### WHAT THE TASK REQUIRES:
Repeat the records below exactly as they appear.

Segment Start: DATA SHOWN

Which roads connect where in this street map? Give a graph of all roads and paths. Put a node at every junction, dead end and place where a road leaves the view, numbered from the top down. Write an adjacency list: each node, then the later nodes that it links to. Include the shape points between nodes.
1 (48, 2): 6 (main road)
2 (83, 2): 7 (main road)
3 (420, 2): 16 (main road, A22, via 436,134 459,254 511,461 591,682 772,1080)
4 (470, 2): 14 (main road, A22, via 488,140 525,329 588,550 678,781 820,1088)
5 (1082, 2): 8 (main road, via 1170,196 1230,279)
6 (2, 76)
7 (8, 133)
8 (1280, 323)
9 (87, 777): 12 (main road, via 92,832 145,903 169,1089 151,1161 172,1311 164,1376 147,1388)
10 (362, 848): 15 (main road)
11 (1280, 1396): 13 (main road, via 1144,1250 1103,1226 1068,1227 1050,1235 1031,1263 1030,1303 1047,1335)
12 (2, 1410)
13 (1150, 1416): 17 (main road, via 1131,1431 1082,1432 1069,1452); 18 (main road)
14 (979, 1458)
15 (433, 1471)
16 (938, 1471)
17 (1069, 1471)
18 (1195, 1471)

Segment End: DATA SHOWN

### OUTPUT OF THE EXERCISE:
Which roads connect where in this street map? Give a graph of all roads and paths. Put a node at every junction, dead end and place where a road leaves the view, numbered from the top down. Write an adjacency list: each node, then the later nodes that it links to. Include the shape points between nodes.
1 (48, 2): 6 (main road)
2 (83, 2): 7 (main road)
3 (420, 2): 16 (main road, A22, via 436,134 459,254 511,461 591,682 772,1080)
4 (470, 2): 14 (main road, A22, via 488,140 525,329 588,550 678,781 820,1088)
5 (1082, 2): 8 (main road, via 1170,196 1230,279)
6 (2, 76)
7 (8, 133)
8 (1280, 323)
9 (87, 777): 12 (main road, via 92,832 145,903 169,1089 151,1161 172,1311 164,1376 147,1388)
10 (362, 848): 15 (main road)
11 (1280, 1396): 13 (main road, via 1144,1250 1103,1226 1068,1227 1050,1235 1031,1263 1030,1303 1047,1335)
12 (2, 1410)
13 (1150, 1416): 17 (main road, via 1131,1431 1082,1432 1069,1452); 18 (main road)
14 (979, 1458)
15 (433, 1471)
16 (938, 1471)
17 (1069, 1471)
18 (1195, 1471)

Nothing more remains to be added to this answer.